→ **Task**
Copy every line below where the string "НОВОПРЕОБРАЖЕНСКАЯ" is found.

→ **The input**

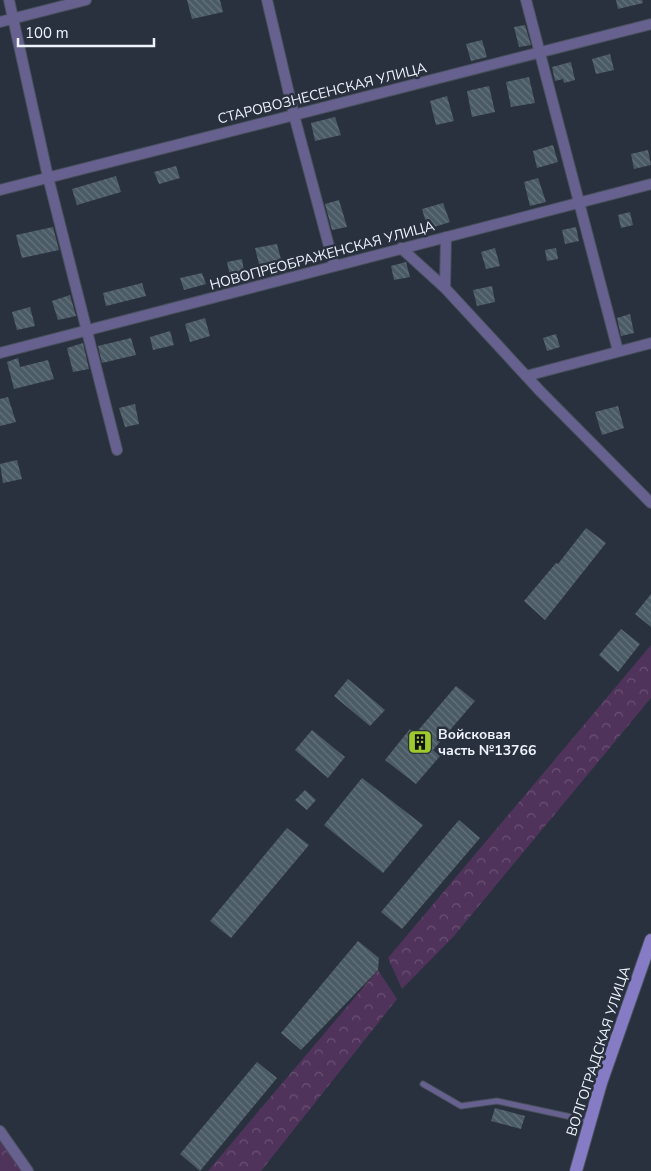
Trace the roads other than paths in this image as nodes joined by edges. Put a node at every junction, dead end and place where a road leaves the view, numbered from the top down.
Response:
1 (9, 0) edge
2 (86, 0) edge
3 (267, 0) edge
4 (526, 0) edge
5 (13, 19) junction
6 (0, 22) edge
7 (651, 24) edge
8 (539, 52) junction
9 (294, 115) junction
10 (48, 177) junction
11 (651, 184) edge
12 (0, 190) edge
13 (579, 203) junction
14 (446, 237) junction
15 (401, 248) junction
16 (334, 265) junction
17 (445, 288) junction
18 (87, 330) junction
19 (651, 343) edge
20 (618, 351) junction
21 (0, 353) edge
22 (526, 376) junction
23 (117, 450) dead end
24 (651, 503) edge
25 (651, 940) edge
26 (424, 1084) dead end
27 (590, 1121) junction
28 (0, 1131) edge
29 (28, 1171) edge
30 (576, 1171) edge

1 - 5 street
2 - 5 street
3 - 9 street
4 - 8 street
5 - 6 street
5 - 10 street
7 - 8 street, СТАРОВОЗНЕСЕНСКАЯ УЛИЦА
8 - 9 street, СТАРОВОЗНЕСЕНСКАЯ УЛИЦА
8 - 13 street
9 - 10 street, СТАРОВОЗНЕСЕНСКАЯ УЛИЦА
9 - 16 street
10 - 12 street, СТАРОВОЗНЕСЕНСКАЯ УЛИЦА
10 - 18 street
11 - 13 street, НОВОПРЕОБРАЖЕНСКАЯ УЛИЦА
13 - 14 street, НОВОПРЕОБРАЖЕНСКАЯ УЛИЦА
13 - 20 street
14 - 15 street, НОВОПРЕОБРАЖЕНСКАЯ УЛИЦА
14 - 17 street
15 - 16 street, НОВОПРЕОБРАЖЕНСКАЯ УЛИЦА
15 - 17 street
16 - 18 street, НОВОПРЕОБРАЖЕНСКАЯ УЛИЦА
17 - 22 street
18 - 21 street, НОВОПРЕОБРАЖЕНСКАЯ УЛИЦА
18 - 23 street
19 - 20 street
20 - 22 street
22 - 24 street
25 - 27 main road, ВОЛГОГРАДСКАЯ УЛИЦА
26 - 27 lane
27 - 30 main road, ВОЛГОГРАДСКАЯ УЛИЦА
28 - 29 street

→ **Expected output**
11 - 13 street, НОВОПРЕОБРАЖЕНСКАЯ УЛИЦА
13 - 14 street, НОВОПРЕОБРАЖЕНСКАЯ УЛИЦА
14 - 15 street, НОВОПРЕОБРАЖЕНСКАЯ УЛИЦА
15 - 16 street, НОВОПРЕОБРАЖЕНСКАЯ УЛИЦА
16 - 18 street, НОВОПРЕОБРАЖЕНСКАЯ УЛИЦА
18 - 21 street, НОВОПРЕОБРАЖЕНСКАЯ УЛИЦА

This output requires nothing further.